* Exercise prompt: Within the listing below, show every line that contains the word "Congreso".

+ + + + + + +

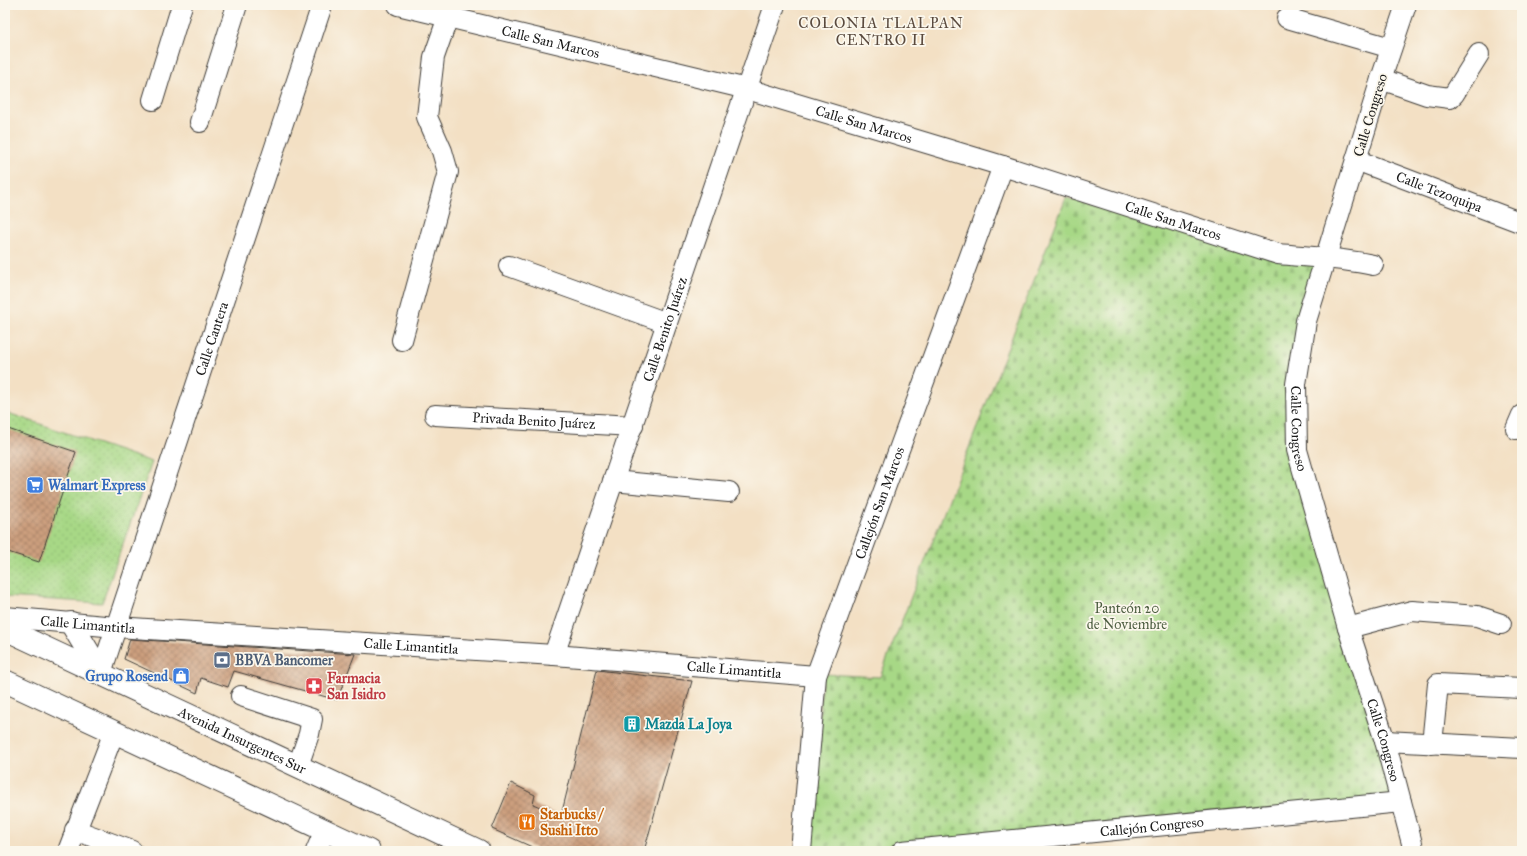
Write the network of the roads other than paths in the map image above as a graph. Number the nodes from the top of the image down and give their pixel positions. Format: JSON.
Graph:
{"nodes":[{"id":1,"x":182,"y":5,"type":"edge"},
{"id":2,"x":237,"y":5,"type":"edge"},
{"id":3,"x":322,"y":5,"type":"edge"},
{"id":4,"x":398,"y":5,"type":"edge"},
{"id":5,"x":775,"y":5,"type":"edge"},
{"id":6,"x":1406,"y":5,"type":"edge"},
{"id":7,"x":461,"y":14,"type":"edge"},
{"id":8,"x":1287,"y":18,"type":"dead end"},
{"id":9,"x":1391,"y":48,"type":"junction"},
{"id":10,"x":1479,"y":54,"type":"dead end"},
{"id":11,"x":1381,"y":79,"type":"junction"},
{"id":12,"x":747,"y":89,"type":"junction"},
{"id":13,"x":153,"y":100,"type":"dead end"},
{"id":14,"x":200,"y":122,"type":"dead end"},
{"id":15,"x":1356,"y":160,"type":"junction"},
{"id":16,"x":1003,"y":166,"type":"junction"},
{"id":17,"x":1522,"y":223,"type":"edge"},
{"id":18,"x":1326,"y":259,"type":"junction"},
{"id":19,"x":1373,"y":265,"type":"dead end"},
{"id":20,"x":509,"y":266,"type":"dead end"},
{"id":21,"x":667,"y":323,"type":"junction"},
{"id":22,"x":402,"y":340,"type":"dead end"},
{"id":23,"x":435,"y":415,"type":"dead end"},
{"id":24,"x":633,"y":426,"type":"junction"},
{"id":25,"x":613,"y":481,"type":"junction"},
{"id":26,"x":729,"y":492,"type":"dead end"},
{"id":27,"x":5,"y":617,"type":"edge"},
{"id":28,"x":71,"y":623,"type":"junction"},
{"id":29,"x":1501,"y":624,"type":"dead end"},
{"id":30,"x":116,"y":627,"type":"junction"},
{"id":31,"x":1348,"y":628,"type":"junction"},
{"id":32,"x":5,"y":629,"type":"edge"},
{"id":33,"x":554,"y":655,"type":"junction"},
{"id":34,"x":101,"y":673,"type":"junction"},
{"id":35,"x":816,"y":676,"type":"junction"},
{"id":36,"x":5,"y":681,"type":"edge"},
{"id":37,"x":1522,"y":688,"type":"edge"},
{"id":38,"x":241,"y":696,"type":"dead end"},
{"id":39,"x":114,"y":732,"type":"junction"},
{"id":40,"x":1385,"y":741,"type":"junction"},
{"id":41,"x":1432,"y":744,"type":"junction"},
{"id":42,"x":1522,"y":748,"type":"edge"},
{"id":43,"x":298,"y":766,"type":"junction"},
{"id":44,"x":1401,"y":802,"type":"junction"},
{"id":45,"x":75,"y":830,"type":"junction"},
{"id":46,"x":325,"y":830,"type":"junction"},
{"id":47,"x":68,"y":851,"type":"edge"},
{"id":48,"x":132,"y":851,"type":"edge"},
{"id":49,"x":316,"y":851,"type":"edge"},
{"id":50,"x":369,"y":851,"type":"edge"},
{"id":51,"x":478,"y":851,"type":"edge"},
{"id":52,"x":802,"y":851,"type":"edge"},
{"id":53,"x":902,"y":851,"type":"edge"},
{"id":54,"x":1414,"y":851,"type":"edge"}],
"edges":[{"from":1,"to":13,"type":"street"},
{"from":2,"to":14,"type":"street"},
{"from":3,"to":30,"type":"street","name":"Calle Cantera"},
{"from":4,"to":7,"type":"street","name":"Calle San Marcos"},
{"from":5,"to":12,"type":"street","name":"Calle Benito Juárez"},
{"from":6,"to":9,"type":"street","name":"Calle Congreso"},
{"from":7,"to":12,"type":"street","name":"Calle San Marcos"},
{"from":7,"to":22,"type":"street"},
{"from":8,"to":9,"type":"street"},
{"from":9,"to":11,"type":"street","name":"Calle Congreso"},
{"from":10,"to":11,"type":"street"},
{"from":11,"to":15,"type":"street","name":"Calle Congreso"},
{"from":12,"to":16,"type":"street","name":"Calle San Marcos"},
{"from":12,"to":21,"type":"street","name":"Calle Benito Juárez"},
{"from":15,"to":17,"type":"street","name":"Calle Tezoquipa"},
{"from":15,"to":18,"type":"street","name":"Calle Congreso"},
{"from":16,"to":18,"type":"street","name":"Calle San Marcos"},
{"from":16,"to":35,"type":"street","name":"Callejón San Marcos"},
{"from":18,"to":19,"type":"street","name":"Calle San Marcos"},
{"from":18,"to":31,"type":"street","name":"Calle Congreso"},
{"from":20,"to":21,"type":"street"},
{"from":21,"to":24,"type":"street","name":"Calle Benito Juárez"},
{"from":23,"to":24,"type":"street","name":"Privada Benito Juárez"},
{"from":24,"to":25,"type":"street","name":"Calle Benito Juárez"},
{"from":25,"to":26,"type":"street"},
{"from":25,"to":33,"type":"street","name":"Calle Benito Juárez"},
{"from":27,"to":28,"type":"street","name":"Calle Limantitla"},
{"from":28,"to":30,"type":"street","name":"Calle Limantitla"},
{"from":28,"to":34,"type":"main road"},
{"from":29,"to":31,"type":"street"},
{"from":30,"to":33,"type":"street","name":"Calle Limantitla"},
{"from":30,"to":34,"type":"street","name":"Calle Cantera"},
{"from":31,"to":40,"type":"street","name":"Calle Congreso"},
{"from":32,"to":34,"type":"main road","name":"Avenida Insurgentes Sur"},
{"from":33,"to":35,"type":"street","name":"Calle Limantitla"},
{"from":34,"to":43,"type":"main road","name":"Avenida Insurgentes Sur"},
{"from":35,"to":52,"type":"street","name":"Callejón San Marcos"},
{"from":36,"to":39,"type":"main road"},
{"from":37,"to":41,"type":"street"},
{"from":38,"to":43,"type":"street"},
{"from":39,"to":45,"type":"street"},
{"from":39,"to":46,"type":"main road"},
{"from":40,"to":41,"type":"street"},
{"from":40,"to":44,"type":"street","name":"Calle Congreso"},
{"from":41,"to":42,"type":"street"},
{"from":43,"to":51,"type":"main road","name":"Avenida Insurgentes Sur"},
{"from":44,"to":53,"type":"street","name":"Callejón Congreso"},
{"from":44,"to":54,"type":"street","name":"Calle Congreso"},
{"from":45,"to":47,"type":"street"},
{"from":45,"to":48,"type":"street"},
{"from":46,"to":49,"type":"street"},
{"from":46,"to":50,"type":"main road"}]}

+ + + + + + +

* Finished exercise:
{"from":6,"to":9,"type":"street","name":"Calle Congreso"},
{"from":9,"to":11,"type":"street","name":"Calle Congreso"},
{"from":11,"to":15,"type":"street","name":"Calle Congreso"},
{"from":15,"to":18,"type":"street","name":"Calle Congreso"},
{"from":18,"to":31,"type":"street","name":"Calle Congreso"},
{"from":31,"to":40,"type":"street","name":"Calle Congreso"},
{"from":40,"to":44,"type":"street","name":"Calle Congreso"},
{"from":44,"to":53,"type":"street","name":"Callejón Congreso"},
{"from":44,"to":54,"type":"street","name":"Calle Congreso"},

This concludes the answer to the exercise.